Conference call scheduled
As previously announced, the Company has scheduled a conference call to which participants may listen via live webcast, accessible through the GPC Biotech Web site at or via telephone. A replay will be available via the Web site following the live event. The call, which will be conducted in English, will be held on Thursday, May 4, 2006 at 14:30 CET/8:30 AM EDT. The dial-in numbers for the call are as follows:

European participants: 0049 (0)69 500 71846
U.S. participants: 1-866-770-7146 (toll-free)

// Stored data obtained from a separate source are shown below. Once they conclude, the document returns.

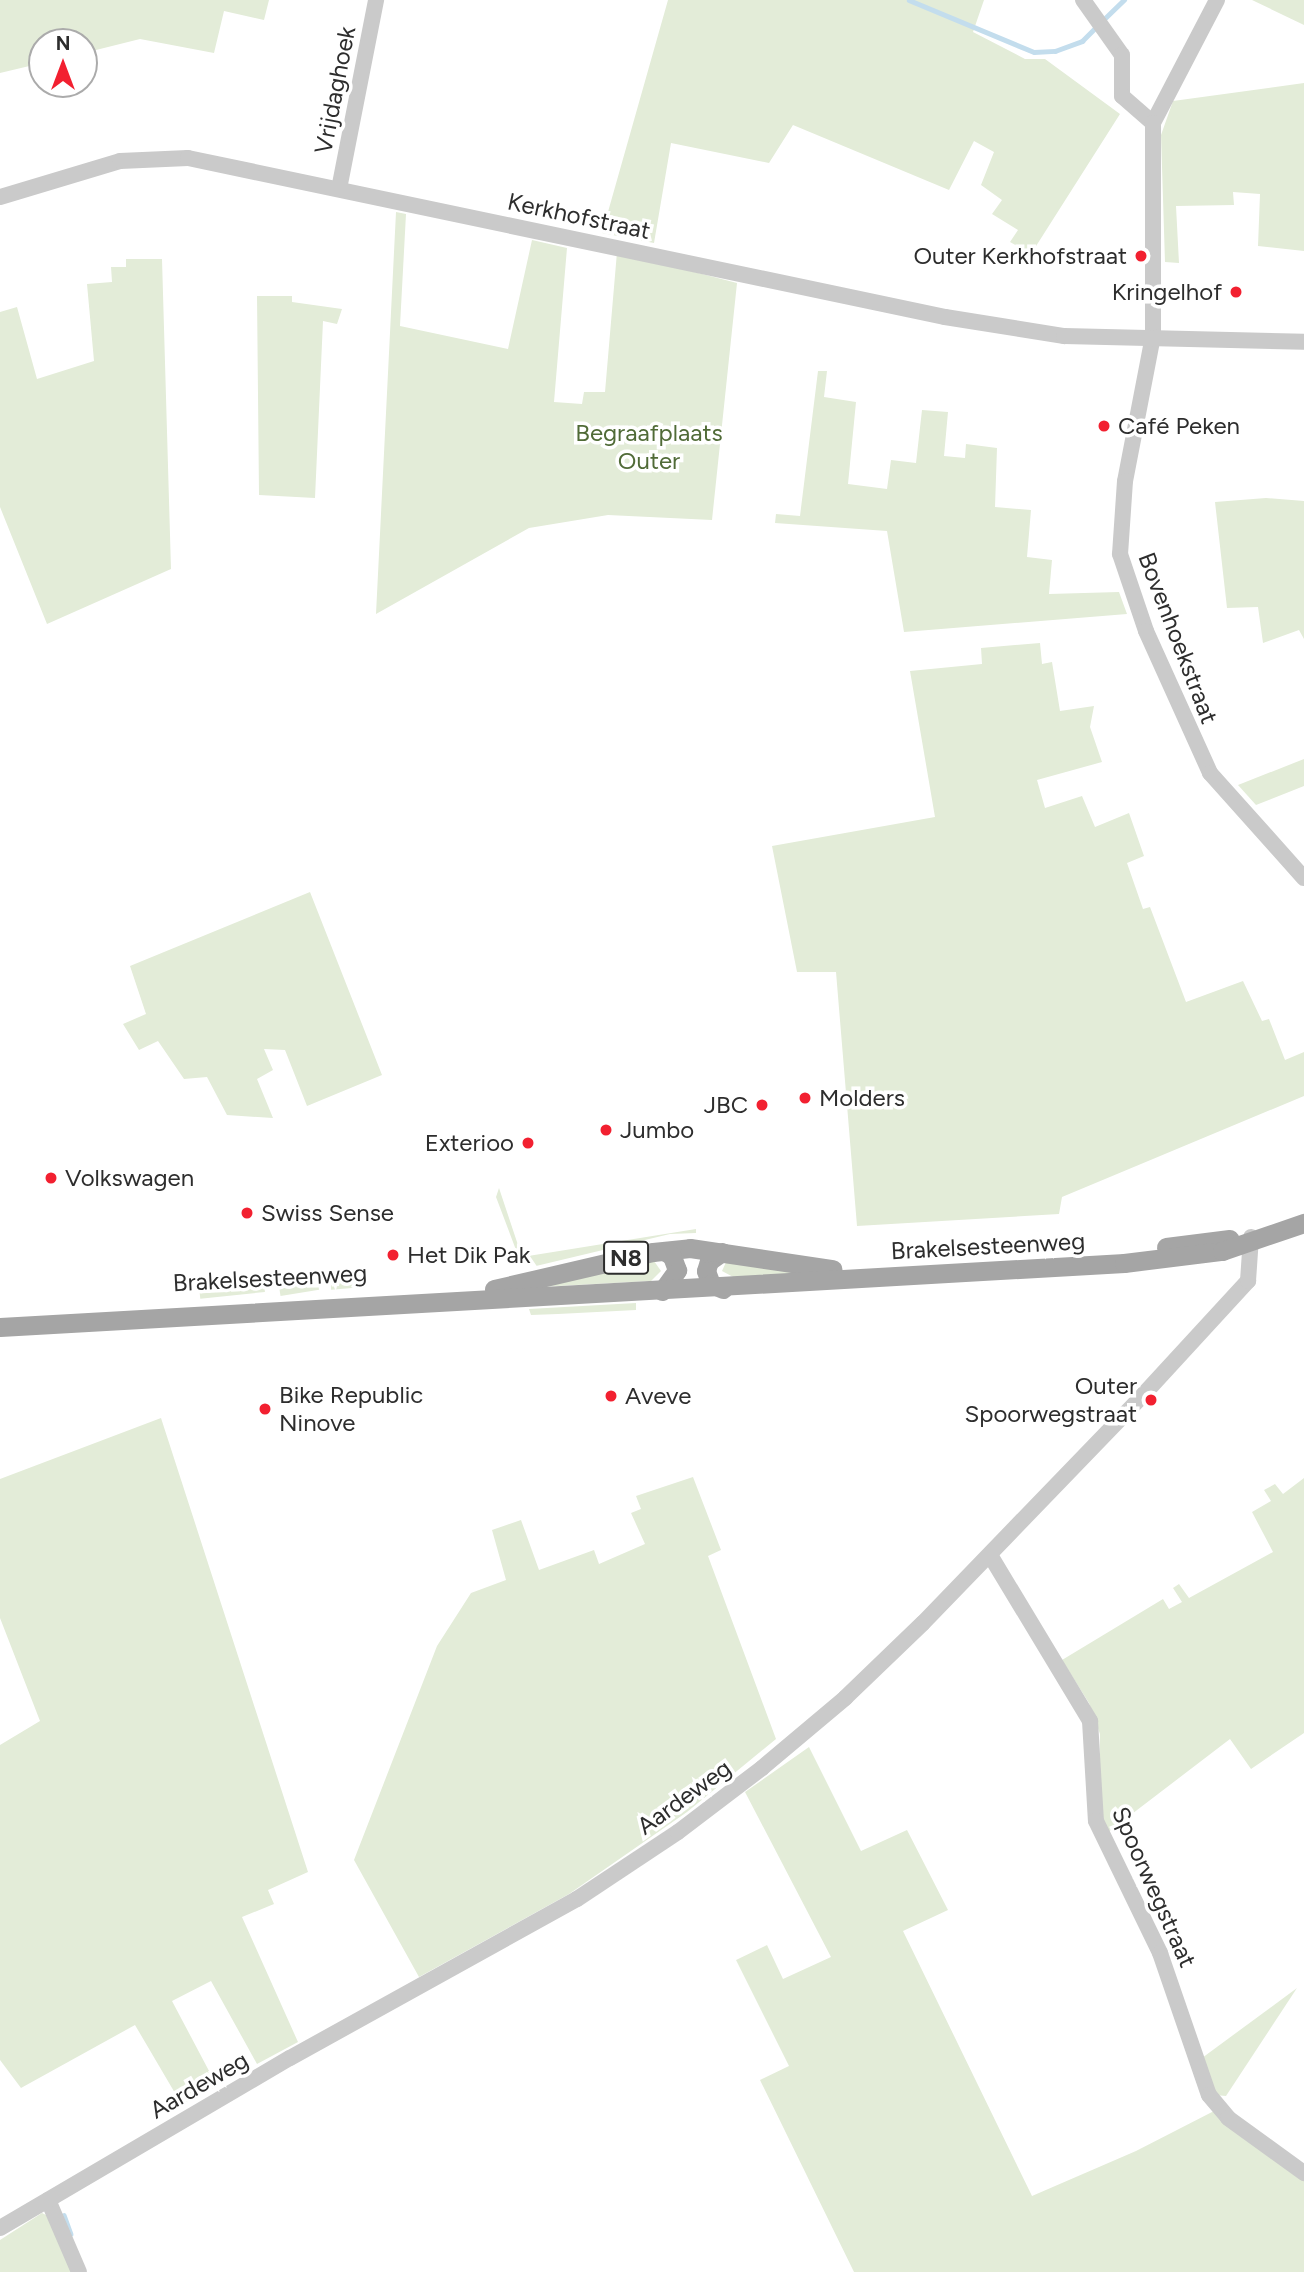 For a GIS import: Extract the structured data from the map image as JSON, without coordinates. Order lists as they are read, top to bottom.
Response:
{
  "streets": {
    "main road": ["Brakelsesteenweg", "N8"],
    "street": [
      "Vrijdaghoek",
      "Kerkhofstraat",
      "Bovenhoekstraat",
      "Aardeweg",
      "Spoorwegstraat"
    ]
  },
  "crossings": [
    ["Vrijdaghoek", "Kerkhofstraat"],
    ["Kerkhofstraat", "Bovenhoekstraat"],
    ["Brakelsesteenweg", "Aardeweg"],
    ["Aardeweg", "Spoorwegstraat"]
  ],
  "parks": ["Begraafplaats Outer"],
  "places": [
    "Outer Kerkhofstraat",
    "Kringelhof",
    "Café Peken",
    "Molders",
    "JBC",
    "Jumbo",
    "Exterioo",
    "Volkswagen",
    "Swiss Sense",
    "Het Dik Pak",
    "Aveve",
    "Outer Spoorwegstraat",
    "Bike Republic Ninove"
  ],
  "north": "top"
} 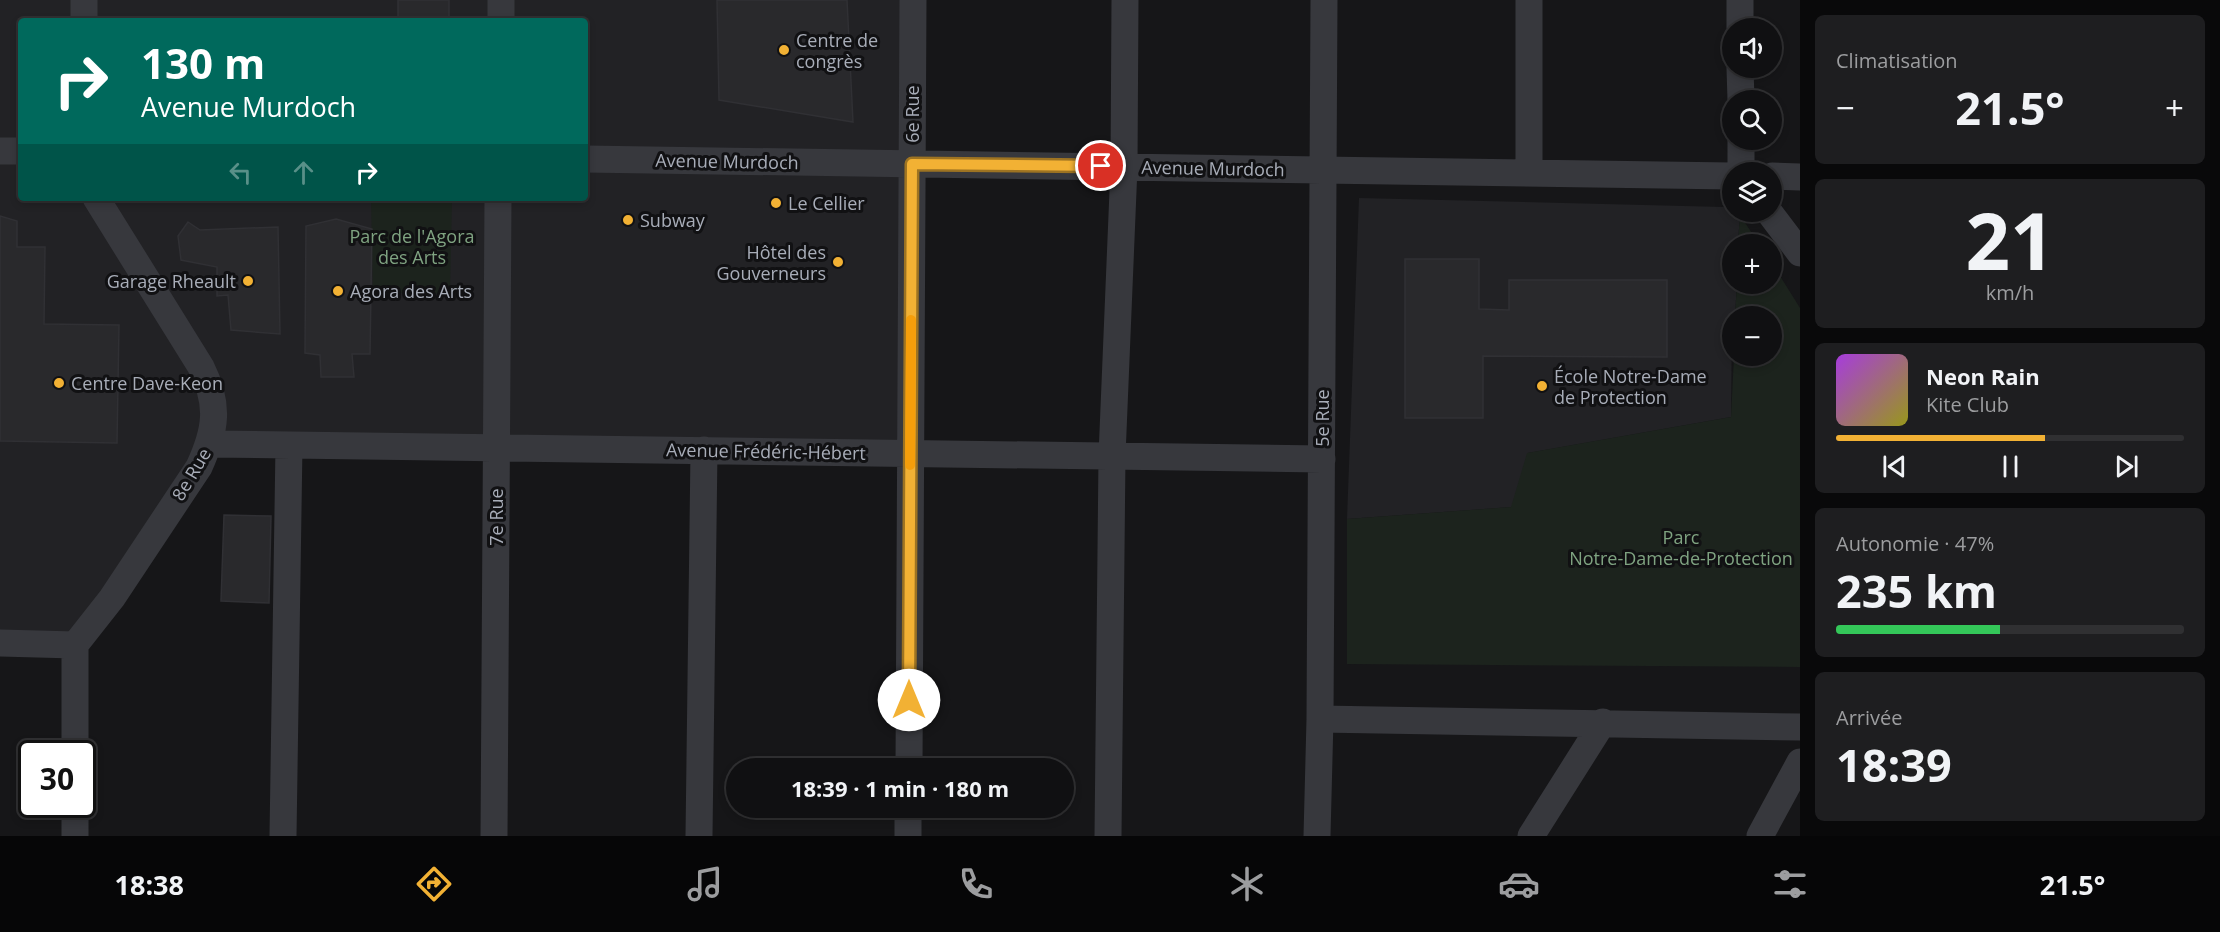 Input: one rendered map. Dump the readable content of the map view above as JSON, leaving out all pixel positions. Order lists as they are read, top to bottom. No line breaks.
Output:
{"streets":{"street":["6e Rue","Avenue Murdoch","5e Rue","Avenue Frédéric-Hébert","8e Rue","7e Rue"]},"crossings":[["6e Rue","Avenue Murdoch"],["6e Rue","Avenue Frédéric-Hébert"],["Avenue Murdoch","5e Rue"],["5e Rue","Avenue Frédéric-Hébert"],["Avenue Frédéric-Hébert","8e Rue"],["Avenue Frédéric-Hébert","7e Rue"]],"parks":["Parc de l'Agora des Arts","Parc Notre-Dame-de-Protection"],"places":["Centre de congrès","Le Cellier","Subway","Hôtel des Gouverneurs","Garage Rheault","Agora des Arts","Centre Dave-Keon","École Notre-Dame de Protection"],"page":{"tile":["Climatisation",["21","km/h"],["Autonomie · 47%","235 km"],["Arrivée","18:39"]],"map_buttons":["+","−"],"turn":["130 m","Avenue Murdoch"],"heat":["−","21.5°","+"],"song":["Neon Rain","Kite Club"],"limit":"30","trip":"18:39 · 1 min · 180 m","tabs":["18:38","21.5°"]}}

GPC Biotech AG is a biopharmaceutical company discovering and developing new anticancer drugs. The Company’s lead product candidate – satraplatin – has achieved target enrollment in a Phase 3 registrational trial as a second-line chemotherapy treatment in hormone-refractory prostate cancer. The U.S. FDA has granted fast track designation to satraplatin for this indication, and GPC Biotech has begun the rolling NDA submission process for this compound. GPC Biotech is also developing a monoclonal antibody with a novel mechanism-of-action against a variety of lymphoid tumors, currently in Phase 1 clinical development, and has ongoing drug development and discovery programs that leverage its expertise in kinase inhibitors. GPC Biotech AG is headquartered in Martinsried/Munich (Germany). The Company’s wholly owned U.S. subsidiary has sites in Waltham, Massachusetts and Princeton, New Jersey. For additional information, please visit the Company’s Web site at

This press release may contain forward-looking statements. Forward-looking statements may be, but are not necessarily, identified by words like “believe”, “anticipate”, “intend”, “expect”, “target”, “goal”, “estimate”, “plan”, “assume”, “may”, “will”, “could” and similar expressions. Forward-looking statements include, but are not limited to, statements about the progress, timing and completion of research, development, pre-clinical studies and clinical trials for the Company’s product candidates; the timing and ultimate success in obtaining regulatory approval in the U.S., Europe or any other jurisdiction for satraplatin or any other product candidates; the Company’s ability to market, commercialize, achieve market acceptance for and sell the Company’s product candidates; the Company’s ability to adequately protect its intellectual property and operate its business without infringing upon the intellectual property rights of others; and the Company’s estimates regarding anticipated operating losses, future revenues, capital requirements and needs for additional financing. Forward-looking statements in this press release are based on the Company’s current expectations and projections about future events and are subject to risks, uncertainties and assumptions. In light of these risks, uncertainties and assumptions, the forward-looking events discussed in this press release might not occur. We direct you to the Company’s Form 20-F for the fiscal year ended December 31, 2005 and other reports filed with the U.S. Securities and Exchange Commission (SEC) for additional details on the important factors that may affect the Company’s future results, performance and achievements. Except as required by law, the Company disclaims any intent or obligation to publicly update or revise these forward-looking statements whether as a result of new information, future events or otherwise. You are advised, however, to consult any additional disclosure the Company makes on its current reports on Form 6-K to the SEC.

Taxotere® (docetaxel) is a registered trademark of Aventis Pharma S.A.